Xc Title
User:Guest
Naviter advert
XC League Rules - 2023
The rules and changes for the current year.

4 Flight Evidence

4.1 General

The onus is on the pilot to produce irrefutable evidence that the flight they are claiming took place, if challenged. The XC League is policed to ensure that no unfair play takes place, although in essence it is largely based on trust and relies on pilots entering data accurately and honestly. However, pilots should be careful to abide by the rules and provide all the necessary proof to validate their flights.

If flights have been checked against airspace and any declaration they will be marked as Validated in the XC League and this can happen at any point up until the end of November. Any flights found to be infringing airspace or without the appropriate evidence to substantiate the flight may be removed at any time. Any flights of the top 10 scoring pilots at any one time and any flights scoring over 100km will be checked in a fair and timely manner. Other flights will be checked as and when resources allow.

4.2 IGC Tracklogs

Primary evidence is a continuously recorded IGC tracklog containing altitude data. Your tracklog must also contain your pilot name and must include a security signature (a G record, automatically added by conforming software) which will be checked later to ensure that the data has not been altered.

A continuously recorded tracklog must have at least one position recorded every 20 seconds, although it is recommended that the recording interval be set between 5 and 15 seconds. Please note that tracklogs that are recorded at sub-second intervals cannot be accepted.

The tracklog must provide unequivocal evidence that no intermediate landing was made and must generally substantiate the flight. Your tracklog should contain your takeoff and landing, to allow us to calibrate the tracklog altitude trace. If both of these are missing we will be unable to check your altitude and your flight will not be accepted. A tracklog that includes the landing is always preferable as a tracklog that ends at altitude as you are approaching airspace may not be accepted.

4.3 Track Breaks

Interruptions in the tracklog will not invalidate the flight, provided the gaps:

  • Do not bring into question the continuity of the flight.
  • Are not within 2000ft vertically or 1 km horizontally of airspace that must be avoided.

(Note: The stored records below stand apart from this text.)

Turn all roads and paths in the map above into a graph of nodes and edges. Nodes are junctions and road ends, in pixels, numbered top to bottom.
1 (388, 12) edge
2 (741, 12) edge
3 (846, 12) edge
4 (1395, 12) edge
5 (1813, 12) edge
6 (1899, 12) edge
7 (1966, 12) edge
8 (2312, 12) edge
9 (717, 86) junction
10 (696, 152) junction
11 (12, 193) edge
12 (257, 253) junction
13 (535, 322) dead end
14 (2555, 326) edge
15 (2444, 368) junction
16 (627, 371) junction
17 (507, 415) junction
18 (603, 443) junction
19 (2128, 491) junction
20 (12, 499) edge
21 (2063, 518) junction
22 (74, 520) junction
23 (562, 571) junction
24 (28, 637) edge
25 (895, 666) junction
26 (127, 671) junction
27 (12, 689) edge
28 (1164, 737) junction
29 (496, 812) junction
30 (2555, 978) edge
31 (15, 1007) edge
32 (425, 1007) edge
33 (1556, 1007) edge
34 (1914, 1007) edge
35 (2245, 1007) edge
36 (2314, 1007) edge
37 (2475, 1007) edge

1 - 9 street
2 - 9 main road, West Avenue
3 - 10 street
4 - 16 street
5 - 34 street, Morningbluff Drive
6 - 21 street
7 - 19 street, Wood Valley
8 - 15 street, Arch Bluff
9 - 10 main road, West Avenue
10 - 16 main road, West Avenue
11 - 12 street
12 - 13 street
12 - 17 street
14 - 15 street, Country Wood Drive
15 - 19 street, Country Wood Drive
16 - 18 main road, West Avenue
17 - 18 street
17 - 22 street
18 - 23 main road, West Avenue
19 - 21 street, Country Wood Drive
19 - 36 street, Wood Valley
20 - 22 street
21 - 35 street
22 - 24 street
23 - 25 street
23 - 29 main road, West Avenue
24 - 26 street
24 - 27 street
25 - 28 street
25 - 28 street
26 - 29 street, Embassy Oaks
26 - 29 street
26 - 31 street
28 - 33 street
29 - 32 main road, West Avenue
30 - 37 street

The system will reject tracklogs with breaks greater than 10 minutes, or more than two 20-second breaks. In this case the pilot must email their flight details to be checked and entered by an administrator.

If your instrument has recorded multiple tracks, we will stitch them together provided they are from a single instrument and that the above rules apply.

4.4 Supported Instruments

The XC League endeavours to support most of the instruments and software listed on the Open Validation Server, with the following exceptions:

  • Software that has been assigned the XXX indentifier.
  • Software that publishes the security signature code (XCSoar, LK8000, Tophat etc).
  • Live tracking software.

If the system rejects your tracklog as unsupported software, email the flight details and we will see if we can support it. This may happen because new software is regularly added and we like to check the IGC files first.

We do this to protect the interests of pilots, because the Open Validation Server project does not check if new instruments output the correct IGC data, and unusable implementations occasionally get listed. In such cases we will work with the developers to correct any issues.